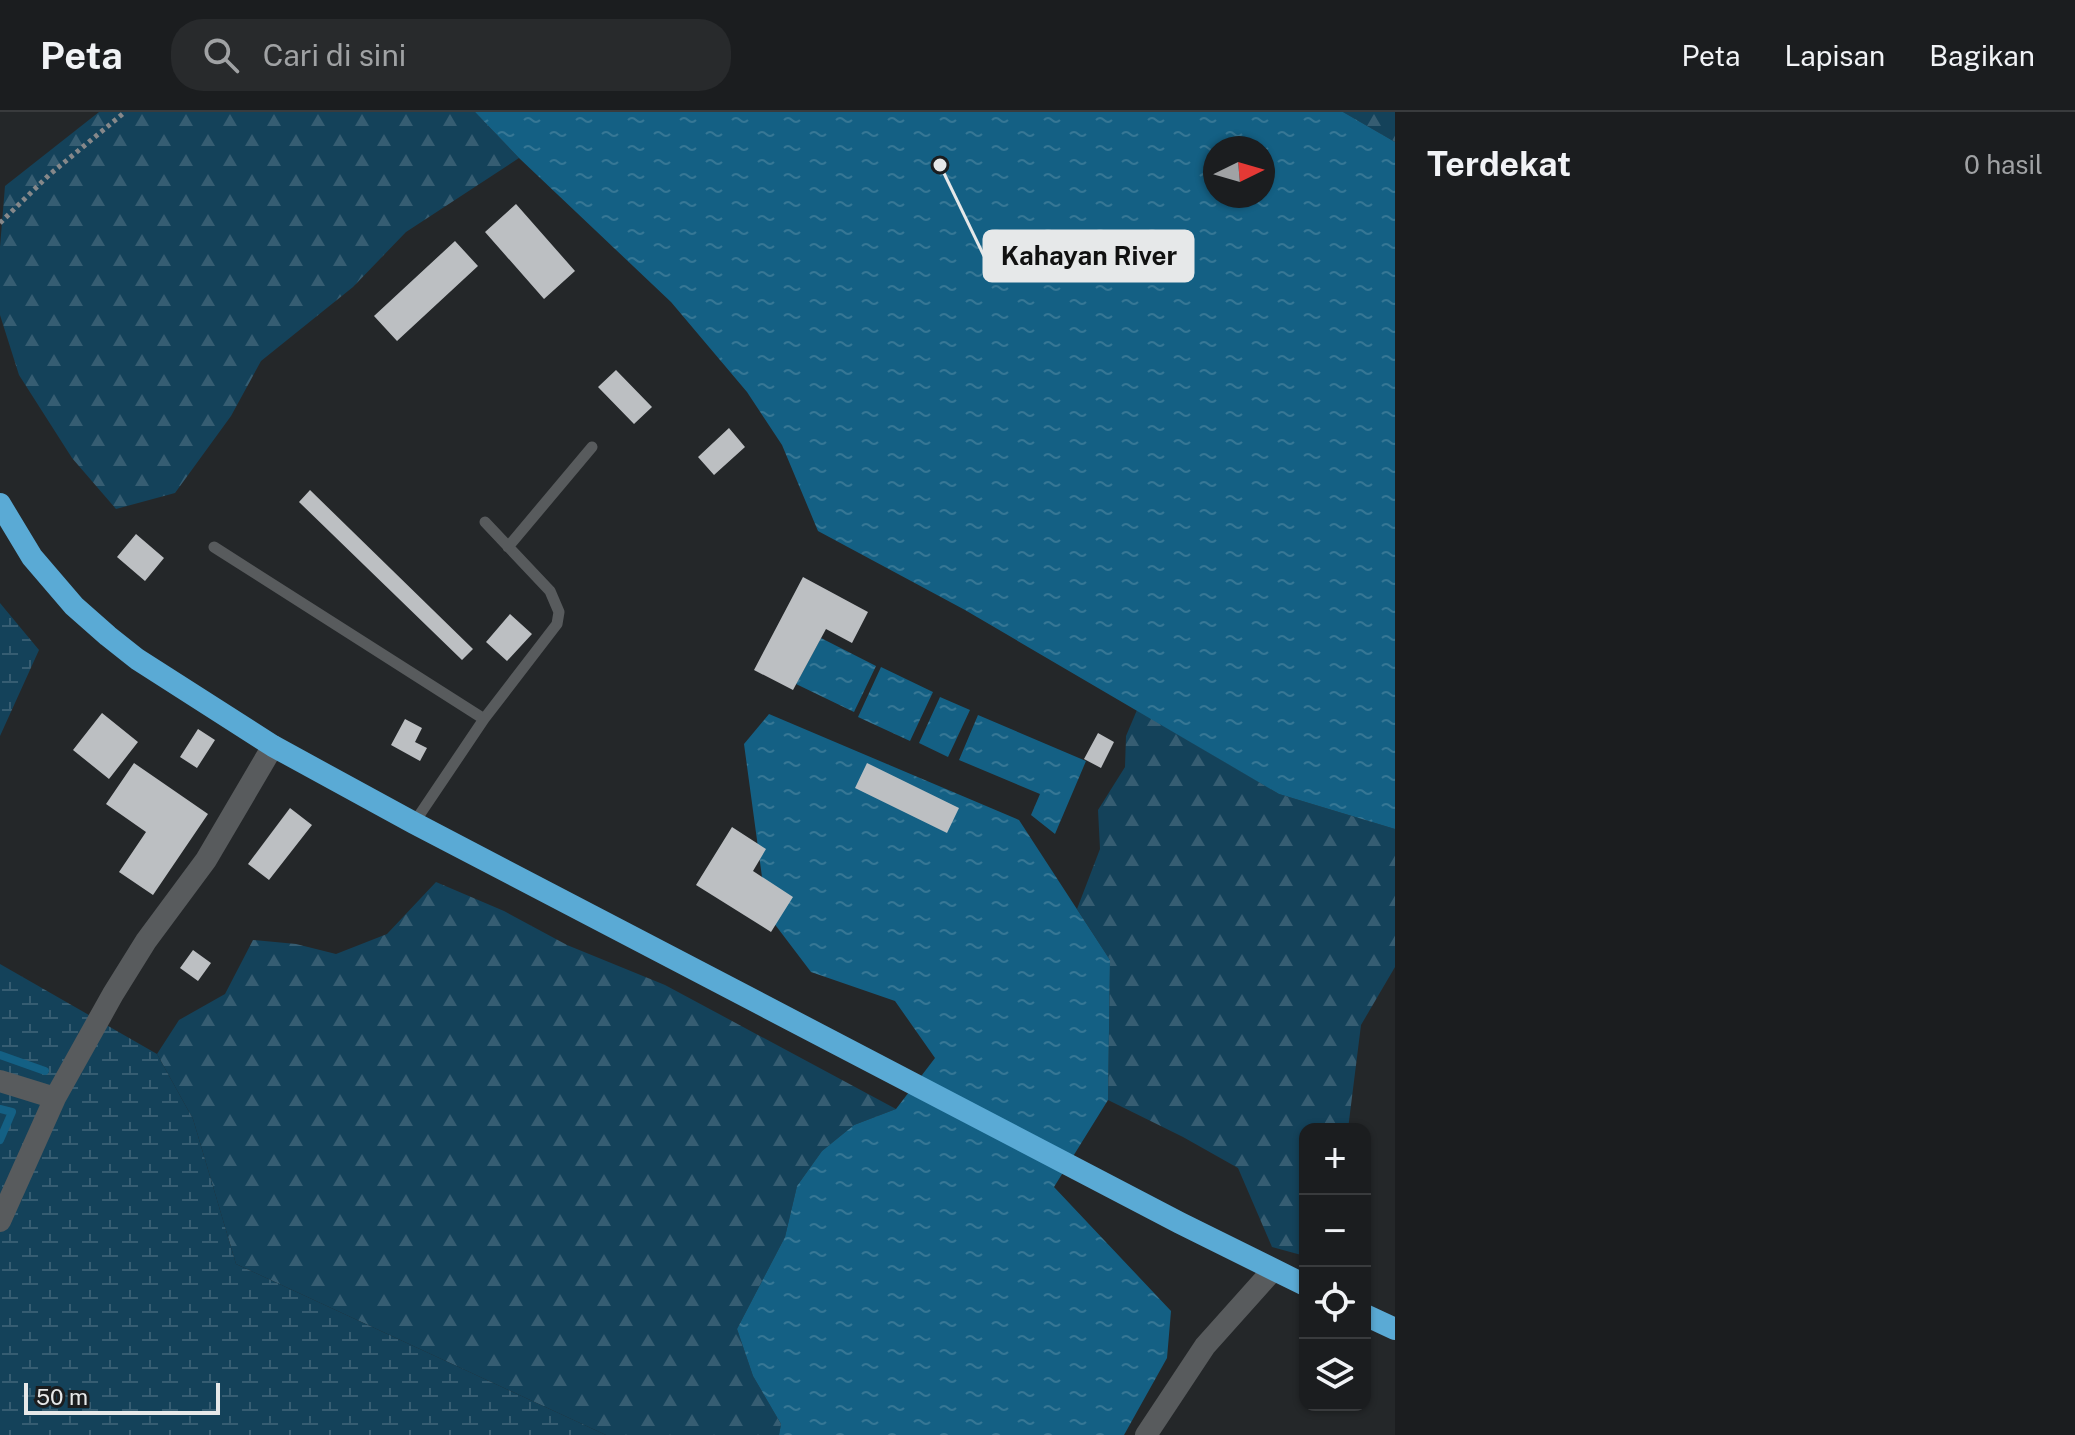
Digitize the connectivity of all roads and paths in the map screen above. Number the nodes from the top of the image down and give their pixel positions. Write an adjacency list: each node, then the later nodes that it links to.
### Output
1 (125, 112): 2 (path)
2 (0, 223)
3 (592, 447): 7 (lane)
4 (0, 504): 9 (highway)
5 (485, 522): 7 (lane)
6 (214, 547): 8 (lane)
7 (508, 547): 8 (lane)
8 (484, 719): 10 (lane)
9 (273, 746): 10 (highway); 12 (street)
10 (414, 823): 14 (highway)
11 (0, 1081): 12 (street)
12 (55, 1098): 13 (street)
13 (0, 1221)
14 (1273, 1270): 15 (highway); 18 (street)
15 (1299, 1282)
16 (1371, 1318): 17 (highway)
17 (1395, 1329)
18 (1146, 1435)

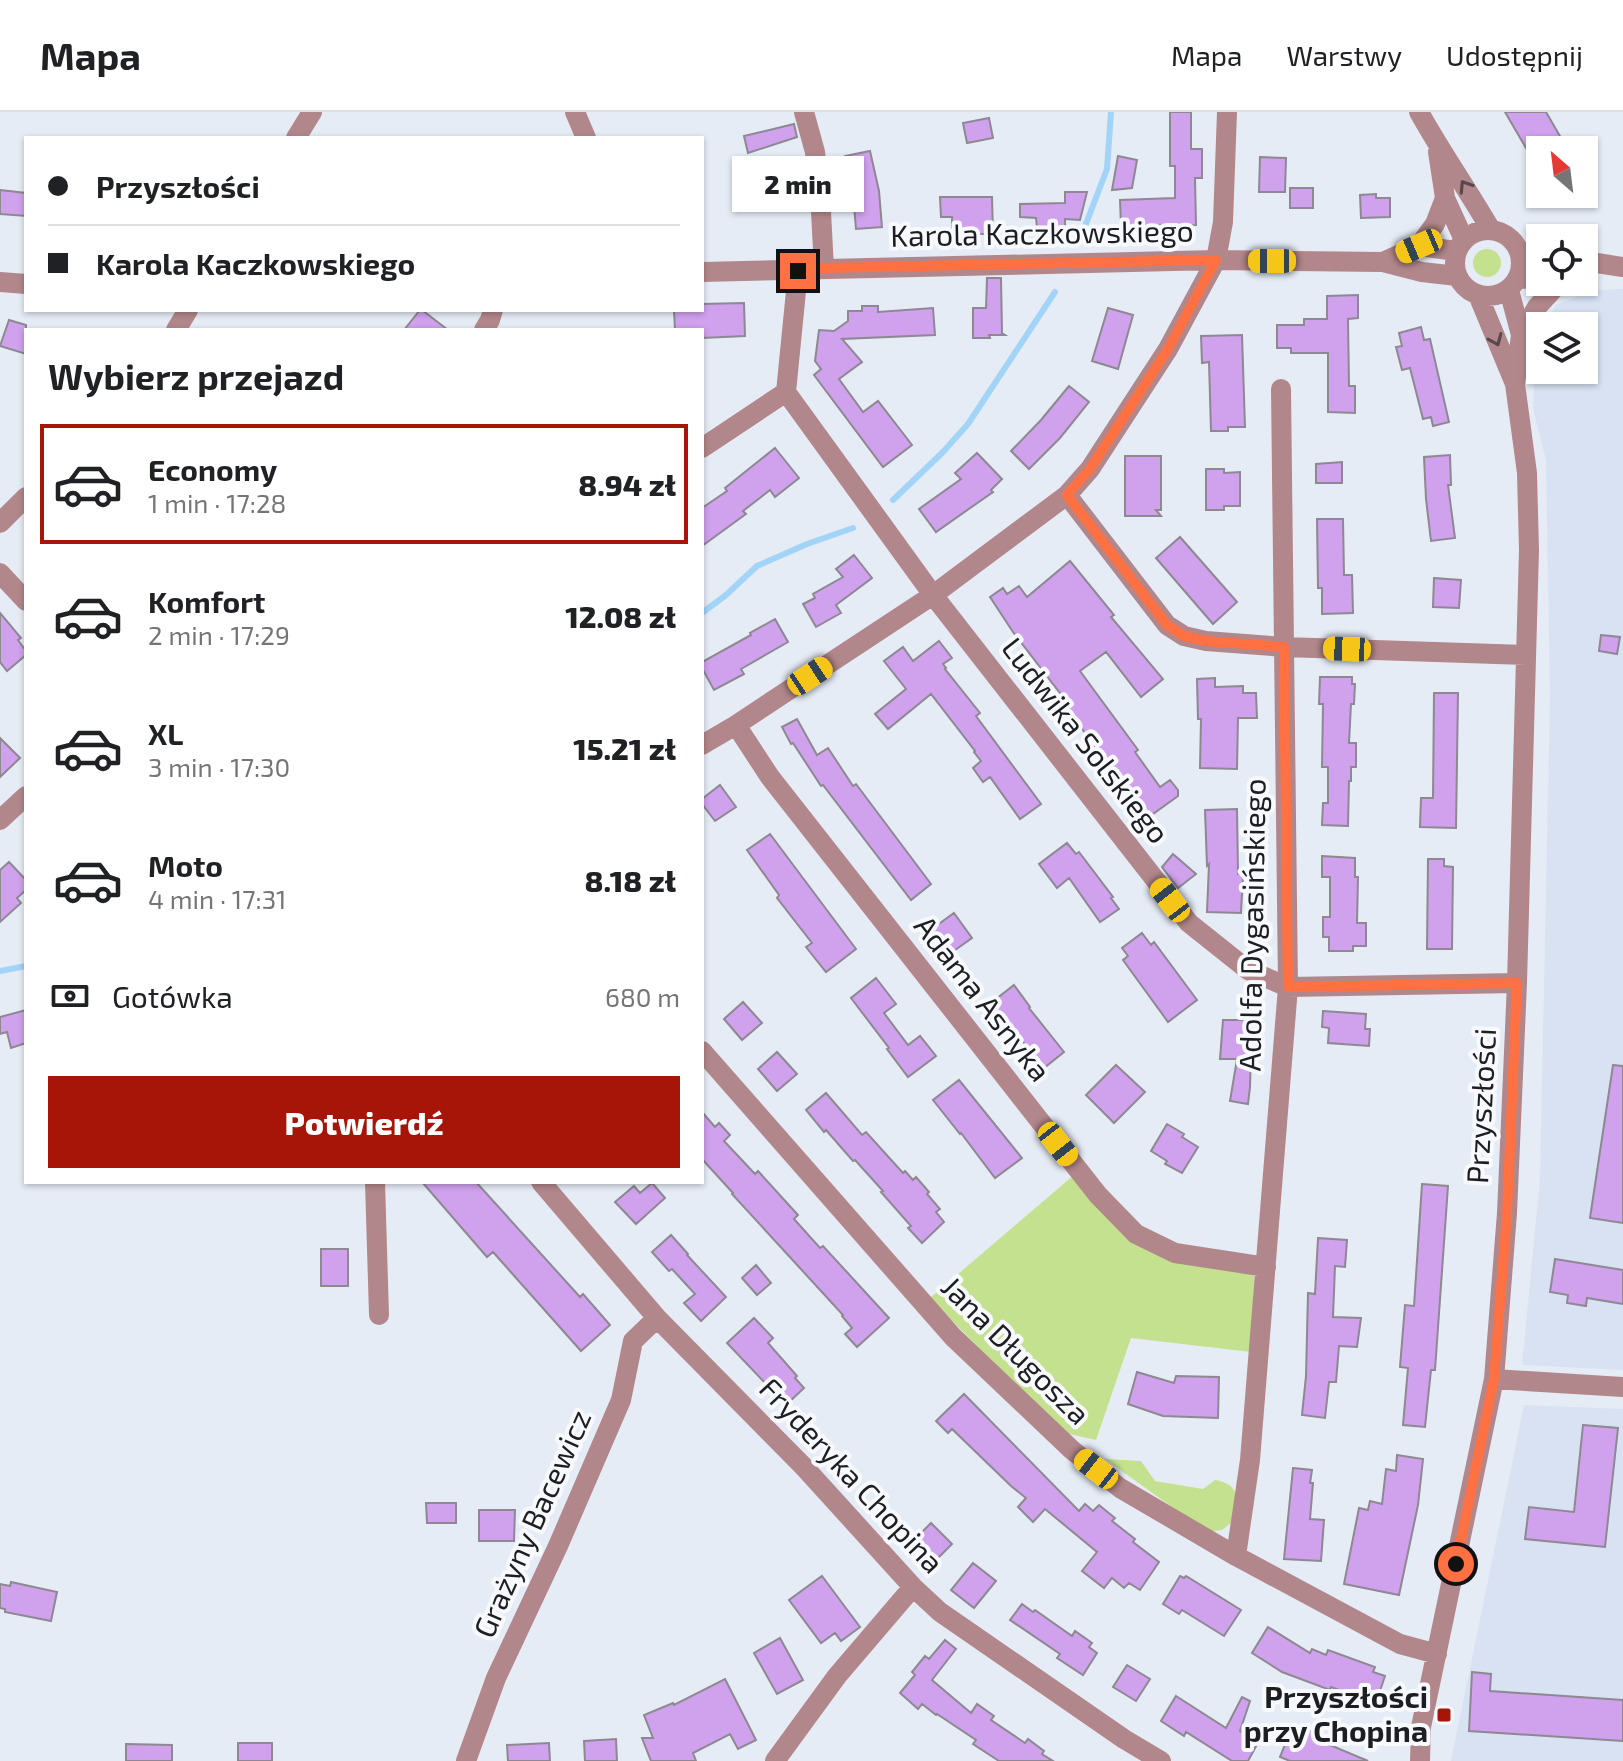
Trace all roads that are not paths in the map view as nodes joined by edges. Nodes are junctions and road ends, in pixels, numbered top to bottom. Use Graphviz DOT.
graph roads {
  1 [pos="312,112"];
  2 [pos="575,112"];
  3 [pos="804,112"];
  4 [pos="1227,112"];
  5 [pos="1419,112"];
  6 [pos="297,136"];
  7 [pos="585,136"];
  8 [pos="1436,144"];
  9 [pos="1445,198"];
  10 [pos="1491,230"];
  11 [pos="1460,245"];
  12 [pos="1419,246"];
  13 [pos="1526,250"];
  14 [pos="1526,258"];
  15 [pos="1216,260"];
  16 [pos="1383,262"];
  17 [pos="1598,263"];
  18 [pos="1619,267"];
  19 [pos="824,268"];
  20 [pos="798,271"];
  21 [pos="704,272"];
  22 [pos="1598,272"];
  23 [pos="1457,276"];
  24 [pos="0,282"];
  25 [pos="1526,282"];
  26 [pos="24,284"];
  27 [pos="1513,284"];
  28 [pos="1478,295"];
  29 [pos="1547,296"];
  30 [pos="1521,335"];
  31 [pos="1515,384"];
  32 [pos="1281,389"];
  33 [pos="786,392"];
  34 [pos="704,447"];
  35 [pos="1067,495"];
  36 [pos="24,499"];
  37 [pos="0,523"];
  38 [pos="0,573"];
  39 [pos="933,595"];
  40 [pos="24,599"];
  41 [pos="1284,647"];
  42 [pos="1526,655"];
  43 [pos="736,725"];
  44 [pos="704,744"];
  45 [pos="24,798"];
  46 [pos="0,820"];
  47 [pos="1517,983"];
  48 [pos="1288,987"];
  49 [pos="704,1053"];
  50 [pos="375,1184"];
  51 [pos="543,1184"];
  52 [pos="1266,1267"];
  53 [pos="379,1315"];
  54 [pos="657,1318"];
  55 [pos="1494,1379"];
  56 [pos="1623,1387"];
  57 [pos="1236,1556"];
  58 [pos="913,1587"];
  59 [pos="1437,1654"];
  60 [pos="1421,1727"];
  61 [pos="466,1761"];
  62 [pos="775,1761"];
  63 [pos="1161,1761"];
  64 [pos="1408,1761"];
  65 [pos="1420,1761"];
  1 -- 6 [label="street"];
  2 -- 7 [label="street"];
  3 -- 19 [label="street"];
  4 -- 15 [label="street"];
  5 -- 8 [label="street"];
  8 -- 9 [label="street"];
  10 -- 8 [label="street, one-way"];
  9 -- 11 [label="street"];
  9 -- 12 [label="street"];
  10 -- 11 [label="street"];
  10 -- 13 [label="street"];
  11 -- 12 [label="street"];
  11 -- 23 [label="street"];
  12 -- 16 [label="street, Karola Kaczkowskiego"];
  14 -- 27 [label="street"];
  15 -- 16 [label="street, Karola Kaczkowskiego"];
  15 -- 19 [label="street, Karola Kaczkowskiego"];
  15 -- 35 [label="street"];
  16 -- 23 [label="street, Karola Kaczkowskiego"];
  17 -- 18 [label="street"];
  18 -- 22 [label="street"];
  19 -- 20 [label="street, Karola Kaczkowskiego"];
  20 -- 21 [label="street, Karola Kaczkowskiego"];
  20 -- 33 [label="street"];
  23 -- 28 [label="street"];
  24 -- 26 [label="street"];
  25 -- 27 [label="street"];
  27 -- 28 [label="street"];
  27 -- 30 [label="street"];
  28 -- 31 [label="street, one-way"];
  29 -- 30 [label="street"];
  30 -- 31 [label="street"];
  31 -- 42 [label="street, Przyszłości"];
  32 -- 41 [label="street, Adolfa Dygasińskiego"];
  33 -- 34 [label="street"];
  33 -- 39 [label="street, Ludwika Solskiego"];
  35 -- 39 [label="street"];
  35 -- 41 [label="street"];
  36 -- 37 [label="street"];
  38 -- 40 [label="street"];
  39 -- 43 [label="street"];
  39 -- 48 [label="street, Ludwika Solskiego"];
  41 -- 42 [label="street"];
  41 -- 48 [label="street, Adolfa Dygasińskiego"];
  42 -- 47 [label="street, Przyszłości"];
  43 -- 44 [label="street"];
  43 -- 52 [label="street, Adama Asnyka"];
  45 -- 46 [label="street"];
  47 -- 48 [label="street, Ludwika Solskiego"];
  47 -- 55 [label="street, Przyszłości"];
  48 -- 52 [label="street, Adolfa Dygasińskiego"];
  49 -- 57 [label="street, Jana Długosza"];
  50 -- 53 [label="street"];
  51 -- 54 [label="street, Fryderyka Chopina"];
  52 -- 57 [label="street, Adolfa Dygasińskiego"];
  54 -- 58 [label="street, Fryderyka Chopina"];
  54 -- 61 [label="street, Grażyny Bacewicz"];
  55 -- 56 [label="street"];
  55 -- 59 [label="street, Przyszłości"];
  57 -- 59 [label="street, Jana Długosza"];
  58 -- 62 [label="street"];
  58 -- 63 [label="street, Fryderyka Chopina"];
  59 -- 60 [label="street, Przyszłości"];
  60 -- 64 [label="street, Przyszłości"];
  60 -- 65 [label="street, Przyszłości"];
}
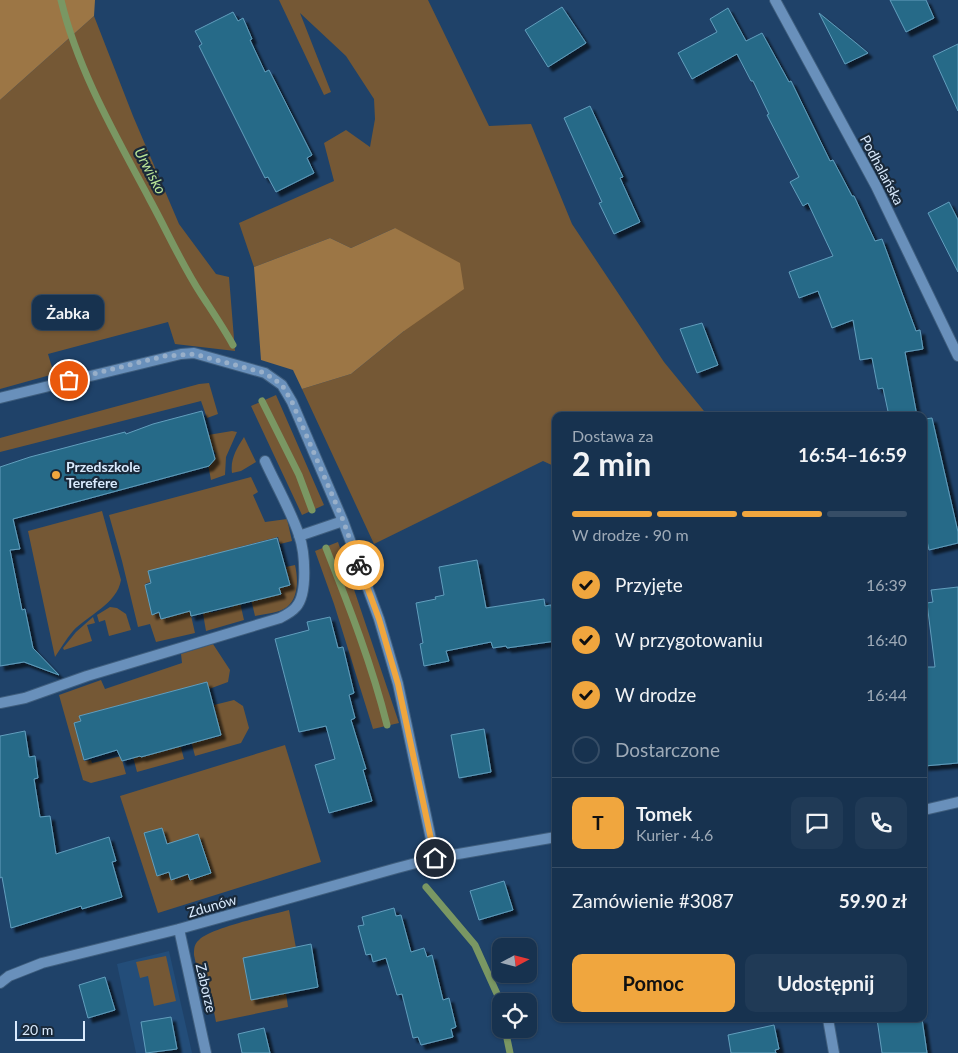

━━━

### TASK BRIEF
Where does the string "Adolfa" appear in the records above? Return every line that holds it.

### EXERCISE SOLUTION
  32 -- 41 [label="street, Adolfa Dygasińskiego"];
  41 -- 48 [label="street, Adolfa Dygasińskiego"];
  48 -- 52 [label="street, Adolfa Dygasińskiego"];
  52 -- 57 [label="street, Adolfa Dygasińskiego"];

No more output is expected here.